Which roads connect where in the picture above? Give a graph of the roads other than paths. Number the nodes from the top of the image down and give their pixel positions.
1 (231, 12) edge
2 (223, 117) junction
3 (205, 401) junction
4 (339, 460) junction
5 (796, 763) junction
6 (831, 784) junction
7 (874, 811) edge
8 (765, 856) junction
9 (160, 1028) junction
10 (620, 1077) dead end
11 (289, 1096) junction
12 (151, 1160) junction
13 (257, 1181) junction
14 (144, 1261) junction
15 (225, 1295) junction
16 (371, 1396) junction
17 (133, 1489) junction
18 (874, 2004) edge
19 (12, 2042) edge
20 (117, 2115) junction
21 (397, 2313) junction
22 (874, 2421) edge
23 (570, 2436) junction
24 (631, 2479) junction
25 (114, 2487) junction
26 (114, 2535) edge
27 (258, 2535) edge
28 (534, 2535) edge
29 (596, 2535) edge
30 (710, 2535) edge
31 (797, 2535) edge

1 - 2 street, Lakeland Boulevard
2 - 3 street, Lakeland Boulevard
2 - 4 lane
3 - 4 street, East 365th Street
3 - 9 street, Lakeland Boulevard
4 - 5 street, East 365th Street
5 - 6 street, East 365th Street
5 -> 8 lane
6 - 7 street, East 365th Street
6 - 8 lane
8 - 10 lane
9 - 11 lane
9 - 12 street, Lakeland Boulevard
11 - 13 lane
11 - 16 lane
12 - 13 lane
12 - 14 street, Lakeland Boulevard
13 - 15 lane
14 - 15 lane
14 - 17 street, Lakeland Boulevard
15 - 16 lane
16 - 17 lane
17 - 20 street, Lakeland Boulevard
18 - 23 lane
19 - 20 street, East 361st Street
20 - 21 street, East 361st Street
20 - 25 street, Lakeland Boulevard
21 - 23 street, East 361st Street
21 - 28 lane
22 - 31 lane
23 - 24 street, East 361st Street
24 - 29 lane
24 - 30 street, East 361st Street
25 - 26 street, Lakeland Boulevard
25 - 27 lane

━━━━━━━━━━

THE PROBLEM: If a line of the entries holds the word "Lakeland", copy it out.

OUTPUT FOR THIS TASK:
1 - 2 street, Lakeland Boulevard
2 - 3 street, Lakeland Boulevard
3 - 9 street, Lakeland Boulevard
9 - 12 street, Lakeland Boulevard
12 - 14 street, Lakeland Boulevard
14 - 17 street, Lakeland Boulevard
17 - 20 street, Lakeland Boulevard
20 - 25 street, Lakeland Boulevard
25 - 26 street, Lakeland Boulevard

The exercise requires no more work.